Hace muchos años atrás, Marcela, que vivía con su esposo y sus cinco hijas pequeñas, esperaba su sexto hijo, un varón.
Ya le quedaban pocos días para que naciera el niño y entonces fue internada en el hospital San Roque.
Una noche, como a las 21 horas, cuando se encontraba sola en el pabellón de las futuras mamás, empezó a tener una migraña terrible, le dolía tanto la cabeza que llamó a una enfermera para que le diera algún calmante, pero la enfermera le dijo que por su estado no podía tomar ningún medicamento, que tratara de dormir y así se le pasaría.

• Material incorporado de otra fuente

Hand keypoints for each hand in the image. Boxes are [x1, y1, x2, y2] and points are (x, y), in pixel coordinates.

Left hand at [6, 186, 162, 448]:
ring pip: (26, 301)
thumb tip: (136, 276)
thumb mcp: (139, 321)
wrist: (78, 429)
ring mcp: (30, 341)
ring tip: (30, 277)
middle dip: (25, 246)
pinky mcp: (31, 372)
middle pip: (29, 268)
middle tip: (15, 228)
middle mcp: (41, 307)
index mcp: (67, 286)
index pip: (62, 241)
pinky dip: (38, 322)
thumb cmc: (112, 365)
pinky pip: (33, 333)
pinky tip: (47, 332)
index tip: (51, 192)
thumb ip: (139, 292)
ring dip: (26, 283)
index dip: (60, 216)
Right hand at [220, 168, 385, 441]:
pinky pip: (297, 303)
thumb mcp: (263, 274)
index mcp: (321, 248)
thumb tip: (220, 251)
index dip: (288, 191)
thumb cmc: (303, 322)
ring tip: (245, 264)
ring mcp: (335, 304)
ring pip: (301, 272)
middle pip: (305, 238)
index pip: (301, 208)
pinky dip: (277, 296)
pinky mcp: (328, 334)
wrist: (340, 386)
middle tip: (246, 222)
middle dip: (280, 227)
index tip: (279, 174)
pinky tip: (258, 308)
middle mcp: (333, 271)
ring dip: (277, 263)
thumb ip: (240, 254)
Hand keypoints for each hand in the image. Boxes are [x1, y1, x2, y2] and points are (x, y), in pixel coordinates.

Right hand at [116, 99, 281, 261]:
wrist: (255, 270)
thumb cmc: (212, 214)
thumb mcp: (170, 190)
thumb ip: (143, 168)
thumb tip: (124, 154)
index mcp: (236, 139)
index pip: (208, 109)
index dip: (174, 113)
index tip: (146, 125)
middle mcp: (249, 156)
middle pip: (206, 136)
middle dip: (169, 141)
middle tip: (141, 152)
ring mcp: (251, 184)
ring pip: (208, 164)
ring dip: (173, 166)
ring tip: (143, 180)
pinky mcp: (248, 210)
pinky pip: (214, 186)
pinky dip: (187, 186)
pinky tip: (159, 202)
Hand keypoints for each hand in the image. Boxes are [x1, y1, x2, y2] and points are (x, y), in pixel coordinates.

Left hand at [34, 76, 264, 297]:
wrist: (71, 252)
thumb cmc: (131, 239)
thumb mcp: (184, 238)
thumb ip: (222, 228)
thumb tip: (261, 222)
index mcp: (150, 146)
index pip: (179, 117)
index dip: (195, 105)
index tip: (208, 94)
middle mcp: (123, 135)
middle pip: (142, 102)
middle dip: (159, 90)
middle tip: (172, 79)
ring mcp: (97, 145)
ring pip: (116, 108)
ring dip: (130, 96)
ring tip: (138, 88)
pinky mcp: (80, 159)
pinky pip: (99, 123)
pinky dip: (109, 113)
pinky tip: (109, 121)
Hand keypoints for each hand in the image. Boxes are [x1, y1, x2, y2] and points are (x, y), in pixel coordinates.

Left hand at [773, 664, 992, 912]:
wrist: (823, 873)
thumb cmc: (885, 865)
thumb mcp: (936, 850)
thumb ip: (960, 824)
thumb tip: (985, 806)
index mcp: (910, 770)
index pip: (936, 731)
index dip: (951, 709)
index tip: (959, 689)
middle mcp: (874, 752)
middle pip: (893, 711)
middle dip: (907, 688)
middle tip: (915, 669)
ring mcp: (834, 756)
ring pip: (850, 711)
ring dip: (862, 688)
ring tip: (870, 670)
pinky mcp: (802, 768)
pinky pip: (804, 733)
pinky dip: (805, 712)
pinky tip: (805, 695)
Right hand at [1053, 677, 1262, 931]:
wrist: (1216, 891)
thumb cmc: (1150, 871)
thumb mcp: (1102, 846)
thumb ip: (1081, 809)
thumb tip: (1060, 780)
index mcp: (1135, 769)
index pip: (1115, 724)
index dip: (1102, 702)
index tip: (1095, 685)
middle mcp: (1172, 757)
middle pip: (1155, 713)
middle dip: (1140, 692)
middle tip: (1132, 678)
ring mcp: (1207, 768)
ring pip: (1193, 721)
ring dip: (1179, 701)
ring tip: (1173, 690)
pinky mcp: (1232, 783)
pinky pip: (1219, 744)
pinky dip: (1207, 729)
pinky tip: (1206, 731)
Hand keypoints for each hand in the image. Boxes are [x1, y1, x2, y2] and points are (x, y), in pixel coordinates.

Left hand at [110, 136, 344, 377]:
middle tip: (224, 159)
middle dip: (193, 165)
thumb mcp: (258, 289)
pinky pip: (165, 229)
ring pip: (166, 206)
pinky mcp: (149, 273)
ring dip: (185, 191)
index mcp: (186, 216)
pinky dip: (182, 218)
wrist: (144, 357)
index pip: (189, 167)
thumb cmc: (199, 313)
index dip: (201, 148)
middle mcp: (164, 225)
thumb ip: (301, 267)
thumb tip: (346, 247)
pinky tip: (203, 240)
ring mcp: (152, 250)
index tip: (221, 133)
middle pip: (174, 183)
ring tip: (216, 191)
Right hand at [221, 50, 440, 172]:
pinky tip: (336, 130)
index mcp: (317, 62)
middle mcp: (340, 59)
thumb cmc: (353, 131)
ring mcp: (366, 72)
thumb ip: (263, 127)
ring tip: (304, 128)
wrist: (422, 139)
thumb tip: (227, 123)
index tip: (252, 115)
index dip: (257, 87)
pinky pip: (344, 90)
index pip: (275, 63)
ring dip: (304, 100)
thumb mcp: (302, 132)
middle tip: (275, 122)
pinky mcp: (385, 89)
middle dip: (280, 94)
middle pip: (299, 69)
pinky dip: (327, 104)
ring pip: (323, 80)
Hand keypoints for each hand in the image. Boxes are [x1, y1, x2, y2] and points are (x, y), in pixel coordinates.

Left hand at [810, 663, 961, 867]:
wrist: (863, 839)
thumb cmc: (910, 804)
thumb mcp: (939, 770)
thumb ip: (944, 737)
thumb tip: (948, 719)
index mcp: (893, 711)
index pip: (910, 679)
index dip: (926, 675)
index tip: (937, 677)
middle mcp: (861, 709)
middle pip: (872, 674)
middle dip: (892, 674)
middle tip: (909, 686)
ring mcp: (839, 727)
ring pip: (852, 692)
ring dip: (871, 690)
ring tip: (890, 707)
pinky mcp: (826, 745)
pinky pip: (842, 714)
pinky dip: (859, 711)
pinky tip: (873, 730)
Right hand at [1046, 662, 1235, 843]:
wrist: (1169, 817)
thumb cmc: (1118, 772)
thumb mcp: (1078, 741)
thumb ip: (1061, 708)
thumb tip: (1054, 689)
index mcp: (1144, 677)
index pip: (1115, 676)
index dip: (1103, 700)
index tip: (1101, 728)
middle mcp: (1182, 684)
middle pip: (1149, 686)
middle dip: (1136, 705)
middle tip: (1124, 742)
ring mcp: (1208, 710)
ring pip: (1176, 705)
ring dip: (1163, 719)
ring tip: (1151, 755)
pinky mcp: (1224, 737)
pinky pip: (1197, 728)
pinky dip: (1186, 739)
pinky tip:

Luego se fue y le apagó la luz para que pudiera descansar.
Habían pasado muchas horas, era como la madrugada y su dolor de cabeza seguía, cuando vio entrar a su habitación a un doctor alto, con delantal blanco, que prendió la luz, se paró en frente de la cama de Marcela y le preguntó:-¿Qué te pasa gordita? Y ella le respondió: -¡Ay, doctor!
Tengo un dolor terrible de cabeza y no puedo tomar ningún remedio, él le dijo:
-¿A ver? pasáme tu pie, el médico destendió la cama, tomó su pie y lo empezó a masajear, después de unos minutos, tomó el otro y también lo masajeó, luego de un rato le preguntó a Marcela:-¿Y ahora cómo te sentís? Y ella le respondió:- bien doctor, ya se me pasó el dolor de cabeza, gracias Y él le dijo:-Bueno, ya no te va a doler más, ahora descansá. Se fue y apagó la luz.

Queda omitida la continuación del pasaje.